Kung Hei Fat Choi. It's the year of the Horse, an animal of speed, strength, nobility, loyalty and beauty.  the Horse is an auspicious sign in Chinese Astrology. The only caution I read is that horses have a tendency to bolt, so one should guard against impulsivity during the Year of the Horse.  But, what do I know from Chinese Astrology? Or, from horses for that matter.

When I was about 10 or 11, a girl on my street kept two ponies in her suburban back yard. There wasn't enough room for one, let alone two, but she had them anyway. She occasionally  let me ride the gentler of the two. Shen made the mistake of letting me ride the feistier one once, but it threw me off ass over tea kettle within five minutes.  No of course we weren't wearing helmets. That was the only time I ever spent with a live horse. But, I once had a deep, mystical experience with a mythic horse.

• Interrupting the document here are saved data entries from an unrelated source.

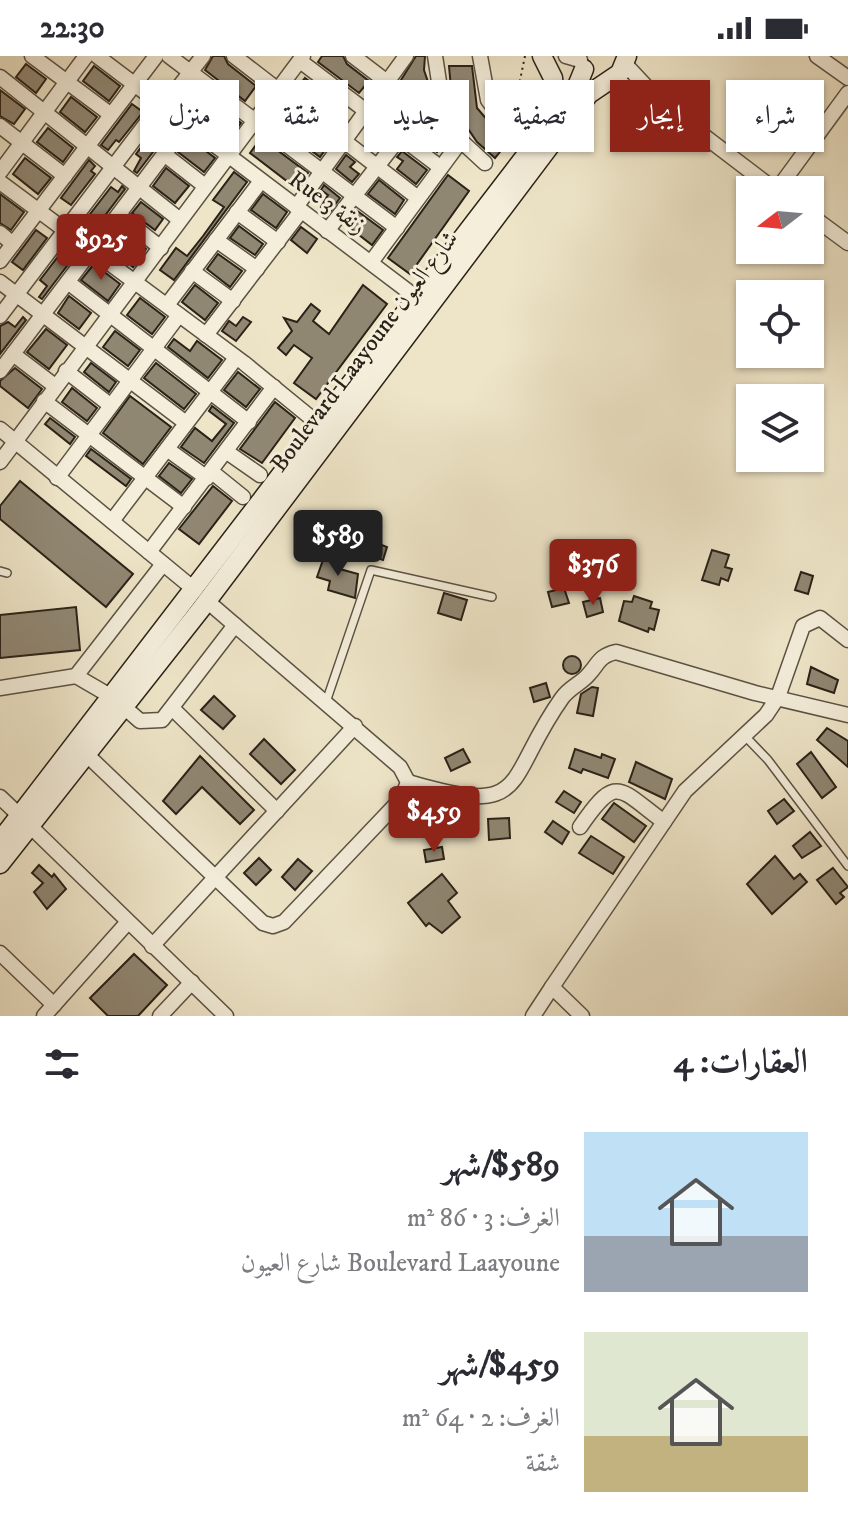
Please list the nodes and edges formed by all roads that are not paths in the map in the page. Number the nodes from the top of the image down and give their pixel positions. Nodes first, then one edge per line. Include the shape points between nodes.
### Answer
1 (32, 56) edge
2 (86, 56) edge
3 (97, 56) edge
4 (156, 56) edge
5 (169, 56) edge
6 (203, 56) edge
7 (234, 56) edge
8 (353, 56) edge
9 (406, 56) edge
10 (435, 56) edge
11 (480, 56) edge
12 (542, 56) edge
13 (817, 56) edge
14 (302, 58) edge
15 (578, 60) edge
16 (627, 61) edge
17 (190, 72) junction
18 (0, 77) edge
19 (848, 78) edge
20 (183, 80) edge
21 (266, 80) edge
22 (285, 80) edge
23 (385, 80) edge
24 (389, 80) edge
25 (439, 80) edge
26 (553, 80) edge
27 (576, 80) edge
28 (609, 80) junction
29 (643, 80) edge
30 (67, 82) junction
31 (134, 84) junction
32 (485, 87) edge
33 (140, 88) edge
34 (848, 93) edge
35 (364, 111) edge
36 (44, 113) junction
37 (110, 114) junction
38 (364, 116) edge
39 (255, 119) joint
40 (0, 126) edge
41 (140, 134) edge
42 (348, 136) edge
43 (710, 140) edge
44 (22, 143) junction
45 (348, 144) edge
46 (86, 147) junction
47 (469, 150) edge
48 (224, 152) edge
49 (298, 152) edge
50 (336, 152) edge
51 (387, 152) edge
52 (420, 152) edge
53 (452, 152) edge
54 (529, 152) edge
55 (164, 154) joint
56 (228, 155) junction
57 (485, 163) dead end
58 (114, 167) junction
59 (377, 167) junction
60 (440, 167) junction
61 (322, 171) junction
62 (0, 172) edge
63 (65, 176) junction
64 (757, 176) edge
65 (786, 176) edge
66 (261, 181) junction
67 (0, 182) edge
68 (141, 186) junction
69 (205, 186) junction
70 (354, 194) junction
71 (418, 198) junction
72 (298, 209) junction
73 (37, 211) junction
74 (237, 212) junction
75 (119, 215) junction
76 (180, 220) junction
77 (824, 225) edge
78 (397, 228) junction
79 (64, 231) junction
80 (327, 231) junction
81 (0, 233) edge
82 (216, 240) junction
83 (278, 242) junction
84 (848, 243) edge
85 (13, 244) junction
86 (161, 248) junction
87 (91, 252) junction
88 (0, 261) edge
89 (372, 261) junction
90 (257, 269) junction
91 (192, 271) junction
92 (0, 282) edge
93 (69, 283) junction
94 (135, 283) junction
95 (16, 294) junction
96 (417, 298) junction
97 (233, 301) junction
98 (173, 310) junction
99 (43, 315) junction
100 (111, 315) junction
101 (0, 316) edge
102 (206, 335) junction
103 (85, 345) junction
104 (153, 347) junction
105 (13, 354) junction
106 (236, 358) junction
107 (0, 371) edge
108 (66, 371) junction
109 (128, 380) junction
110 (55, 386) junction
111 (274, 387) junction
112 (210, 392) junction
113 (44, 401) junction
114 (110, 405) junction
115 (249, 422) junction
116 (186, 423) junction
117 (321, 426) junction
118 (0, 429) edge
119 (89, 435) junction
120 (15, 442) junction
121 (167, 449) junction
122 (227, 452) junction
123 (0, 462) edge
124 (209, 475) junction
125 (260, 475) dead end
126 (145, 477) junction
127 (57, 478) junction
128 (243, 497) dead end
129 (184, 507) junction
130 (112, 521) junction
131 (149, 552) junction
132 (163, 564) junction
133 (201, 596) junction
134 (492, 597) dead end
135 (235, 625) junction
136 (848, 640) edge
137 (76, 676) junction
138 (0, 688) edge
139 (778, 697) junction
140 (118, 702) junction
141 (326, 702) junction
142 (173, 709) junction
143 (848, 715) edge
144 (355, 726) junction
145 (744, 735) junction
146 (86, 754) junction
147 (408, 782) junction
148 (0, 797) edge
149 (277, 811) junction
150 (25, 821) junction
151 (664, 822) junction
152 (580, 827) dead end
153 (0, 841) edge
154 (0, 864) edge
155 (848, 866) edge
156 (216, 877) junction
157 (127, 923) junction
158 (152, 946) junction
159 (0, 953) edge
160 (192, 982) junction
161 (552, 987) junction
162 (49, 1011) edge
163 (160, 1016) edge
164 (226, 1016) edge
165 (533, 1016) edge
166 (582, 1016) edge

1 - 30 street
2 - 30 street
3 - 31 street, Rue 3 زنقة
4 - 31 street
5 - 17 street
6 - 17 street
7 - 21 street
8 - 23 street
9 - 24 street
10 - 25 street
11 - 32 street
12 - 26 street
13 - 19 street
14 - 22 street
14 - 35 street
15 - 27 street, Boulevard Laayoune شارع العيون
15 - 28 street via 593,77
16 - 28 street, Boulevard Laayoune شارع العيون
16 - 29 street
17 - 20 street
17 - 39 street
18 - 36 street
28 - 133 street, Boulevard Laayoune شارع العيون via 589,94
30 - 36 street
30 - 37 street
31 - 33 street, Rue 3 زنقة
31 - 37 street
34 - 65 street
36 - 44 street
36 - 46 street
37 - 46 street
38 - 42 street
39 - 56 street
40 - 44 street
41 - 58 street
43 - 64 street
44 - 62 street
44 - 63 street
45 - 59 street
46 - 58 street
46 - 63 street
47 - 57 street
48 - 56 street, Rue 3 زنقة
49 - 61 street
50 - 61 street
51 - 59 street
52 - 60 street
53 - 60 street
54 - 96 street, Boulevard Laayoune شارع العيون
55 - 68 street
55 - 69 street
56 - 66 street, Rue 3 زنقة
56 - 69 street
58 - 68 street
58 - 79 street
59 - 70 street
59 - 71 street
60 - 71 street
61 - 70 street
61 - 72 street
63 - 73 street
66 - 72 street, Rue 3 زنقة
66 - 74 street
67 - 73 street
68 - 75 street
68 - 76 street
69 - 76 street
70 - 78 street
70 - 80 street
71 - 78 street
72 - 80 street, Rue 3 زنقة
72 - 83 street
73 - 79 street
73 - 85 street
74 - 82 street
74 - 83 street
75 - 86 street
75 - 87 street
76 - 86 street
77 - 84 street
78 - 89 street
79 - 87 street
79 - 95 street
80 - 89 street, Rue 3 زنقة
81 - 85 street
82 - 90 street
82 - 91 street
83 - 90 street
85 - 88 street
86 - 94 street
87 - 93 street
87 - 94 street
89 - 96 street, Rue 3 زنقة
90 - 97 street
91 - 97 street
91 - 98 street
92 - 95 street
93 - 99 street
93 - 100 street
94 - 98 street
94 - 100 street
95 - 99 street
95 - 101 street
96 - 117 street, Boulevard Laayoune شارع العيون
97 - 102 street
98 - 102 street
98 - 104 street
99 - 103 street
99 - 105 street
100 - 103 street
100 - 104 street
102 - 106 street
103 - 108 street
103 - 109 street
104 - 109 street
104 - 112 street
105 - 107 street
105 - 110 street
106 - 111 street
106 - 112 street
108 - 110 street
108 - 114 street
109 - 114 street
109 - 116 street
110 - 113 street
111 - 115 street
111 - 117 street
112 - 115 street
112 - 116 street
113 - 119 street
113 - 120 street
114 - 119 street
115 - 122 street
116 - 121 street
117 - 133 street, Boulevard Laayoune شارع العيون
118 - 120 street
119 - 126 street
119 - 127 street
120 - 123 street
120 - 127 street
121 - 124 street
121 - 126 street
122 - 124 street
122 - 125 street
124 - 128 street
124 - 129 street
126 - 129 street
126 - 130 street
127 - 130 street
129 - 131 street
130 - 131 street
131 - 132 street
132 - 133 street
132 - 137 street
133 - 135 street
133 - 140 street, Boulevard Laayoune شارع العيون
134 - 141 lane via 371,570
135 - 141 street
135 - 142 street
136 - 139 street via 820,618 808,622 797,634
137 - 138 street
137 - 140 street
139 - 143 street
139 - 145 street
139 - 147 street via 625,652 611,653 601,656 589,675 566,693 522,772 500,792 468,798
140 - 142 street via 150,723
140 - 146 street, Boulevard Laayoune شارع العيون
140 - 150 street, Boulevard Laayoune شارع العيون
141 - 144 street
142 - 149 street
144 - 147 street via 400,767
144 - 149 street
145 - 151 street via 685,791
145 - 155 lane
146 - 150 street, Boulevard Laayoune شارع العيون
146 - 156 street
147 - 156 street via 397,804 279,926 263,923
148 - 150 street
149 - 156 street
150 - 153 street, Boulevard Laayoune شارع العيون
150 - 154 street, Boulevard Laayoune شارع العيون
150 - 157 street
151 - 152 street via 614,790 601,796
151 - 161 street
156 - 158 street
157 - 158 street
157 - 162 street
158 - 160 street
159 - 162 street
160 - 163 street
160 - 164 street
161 - 165 street
161 - 166 street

Sequoia and I went to England in 1991? 92? I can't quite remember. We flew to London and stayed there a few days, then rented a car and headed to Glastonbury for a big festival. This was well before the days of Travel Advisor and we hadn't planned the trip very carefully. We somehow managed to drive a car out of London, which ranks among the most absolutely terrifying experiences of my life, got to Oxford by mid-day and spent the afternoon wandering through town. We headed south in the late afternoon.  As we were tooling along on the wrong side of the goddammed road, we spotted a sign for the White Horse of Uffington. Dating to something like 1,000 BC, this stylized image of a horse was cut from the turf, revealing the chalk white hillside underneath. No-one knows why it's there or what it signified, but it may have been created to honor the Celtic horse goddess Epona.

It was quite late in the day when we got up to the parking area and the place was deserted. The White Horse is a few miles from the main road, on the same site as the bald hill top where St. George reputedly killed a dragon and near an iron age hill fort surrounded by an ancient ditch. All are surrounded by acres and acres of pastureland and flocks of sheep grazed among the monuments. Long green swaths of new-mown grass lay in rows. The midsummer light lingered warm and windless, and we had no place in particular to be, so we piled a bed of grass in the field, pulled out our sleeping bags and slept under the stars, like my Celtic ancestors.

I'm a notoriously bad sleeper, especially when I'm camping, but I drifted off immediately and effortlessly into a deep and dreamless sleep and woke at first light, warm, happy, burrowed deep into my bed of grass. That's what The Horse signifies for me. Bring it on.